Llama 3.2 11B Vision Instruct - Multi GPU
Generated on 13 Mar 2025 from the Llama 3.2 11B Vision Instruct - Multi GPU catalog page
The Llama-3.2-11B-Vision-Instruct is a multimodal large language model optimized for visual recognition, image reasoning, captioning, and answering questions about images. It was trained on 6 billion image-text pairs, has 11 billion parameters, and is supported for commercial and research use in English.
Model Information
- Model ID:
meta-llama/Llama-3.2-11B-Vision-Instruct
- Supported Language(s): en, de, fr, it, pt, hi, es, th
- License: Llama 3.2
- Modality: text+image
Hardware Support
NVIDIA GPUs
GPU Model | Number of Accelerators | Max Input Tokens | Max New Tokens |
---|---|---|---|
NVIDIA H100 | 1 | 99,658 | 99,690 |
NVIDIA H100 | 2 | 74,840 | 74,872 |
NVIDIA H100 | 4 | 90,582 | 90,614 |
NVIDIA H100 | 8 | 90,582 | 90,614 |
Software Included
Package | Version | License |
---|---|---|
Meta Llama 3.2 | 3.2-11B-Vision-Instruct |
Creating an App using the Control Panel
Click the Deploy to DigitalOcean button to create a Droplet based on this 1-Click App. If you aren’t logged in, this link will prompt you to log in with your DigitalOcean account.
Creating an App using the API
In addition to creating a Droplet from the Llama 3.2 11B Vision Instruct - Multi GPU 1-Click App using the control panel, you can also use the DigitalOcean API. As an example, to create a 4GB Llama 3.2 11B Vision Instruct - Multi GPU Droplet in the SFO2 region, you can use the following curl
command.
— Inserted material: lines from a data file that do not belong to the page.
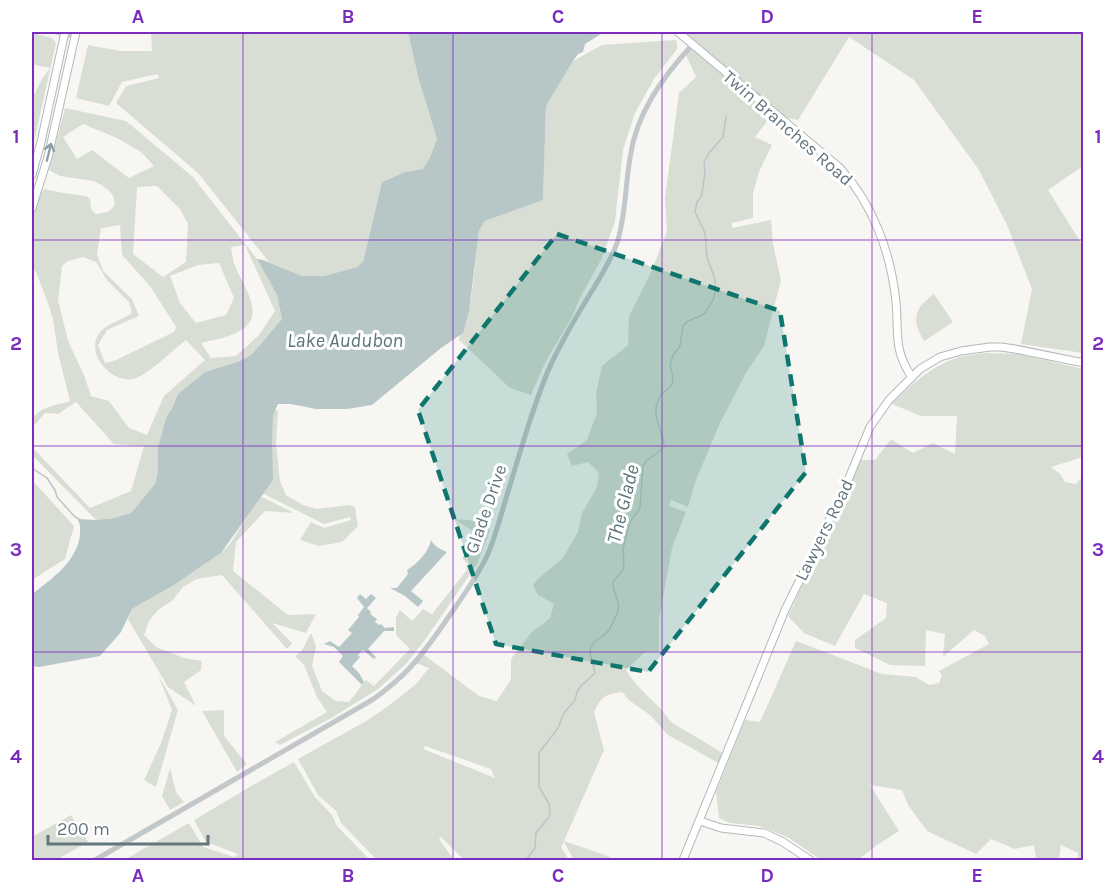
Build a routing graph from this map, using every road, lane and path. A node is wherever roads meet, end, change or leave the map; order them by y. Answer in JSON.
{"nodes":[{"id":1,"x":62,"y":32,"type":"edge"},
{"id":2,"x":678,"y":32,"type":"edge"},
{"id":3,"x":75,"y":34,"type":"edge"},
{"id":4,"x":693,"y":45,"type":"junction"},
{"id":5,"x":32,"y":175,"type":"edge"},
{"id":6,"x":32,"y":208,"type":"edge"},
{"id":7,"x":1083,"y":363,"type":"edge"},
{"id":8,"x":911,"y":376,"type":"junction"},
{"id":9,"x":700,"y":820,"type":"junction"},
{"id":10,"x":95,"y":861,"type":"edge"},
{"id":11,"x":683,"y":861,"type":"edge"},
{"id":12,"x":810,"y":861,"type":"edge"}],
"edges":[{"from":1,"to":3,"type":"street"},
{"from":1,"to":5,"type":"main road"},
{"from":2,"to":4,"type":"main road","name":"Twin Branches Road"},
{"from":6,"to":3,"type":"main road","one_way":true},
{"from":4,"to":8,"type":"main road","name":"Twin Branches Road"},
{"from":4,"to":10,"type":"street","name":"Glade Drive"},
{"from":7,"to":8,"type":"main road","name":"Lawyers Road"},
{"from":8,"to":9,"type":"main road","name":"Lawyers Road"},
{"from":9,"to":11,"type":"main road","name":"Lawyers Road"},
{"from":9,"to":12,"type":"main road"}]}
You need to either save your API access token) to an environment variable or substitute it in the command below.
curl -X POST -H 'Content-Type: application/json' \
-H 'Authorization: Bearer '$TOKEN'' -d \
'{"name":"choose_a_name","region":"sfo2","size":"s-2vcpu-4gb","image": "digitaloceanai-llama3211bvisioninstruct8x"}' \
"https://api.digitalocean.com/v2/droplets"
Getting Started After Deploying Llama 3.2 11B Vision Instruct - Multi GPU
Quickly Get Started With Your 1-Click Models
-
Access the Droplet Console:
- Navigate to the GPU Droplets page.
- Locate your newly created 1-Click Model Droplet and click on its name.
- Under the “Access” tab, select Console. This will open an in-browser terminal session connected to your droplet.
- Log in as the
root
user using the password you set during droplet creation.
- Login via SSH:
- If you selected an SSH key during droplet creation, follow these steps:- Open your preferred SSH client (e.g., PuTTY, Terminal).
- Use the droplet’s public IP address to log in as
root
:
ssh root@your_droplet_public_IP
+ Ensure your SSH key is added to the SSH agent, or specify the key file directly:
ssh -i /path/to/your/private_key root@your_droplet_public_IP
+ Once connected, you will be logged in as the root user without needing a password.
-
Check the Message of the Day (MOTD) for Access Token:
- Upon successful login via console or SSH, the Message of the Day (MOTD) will be displayed.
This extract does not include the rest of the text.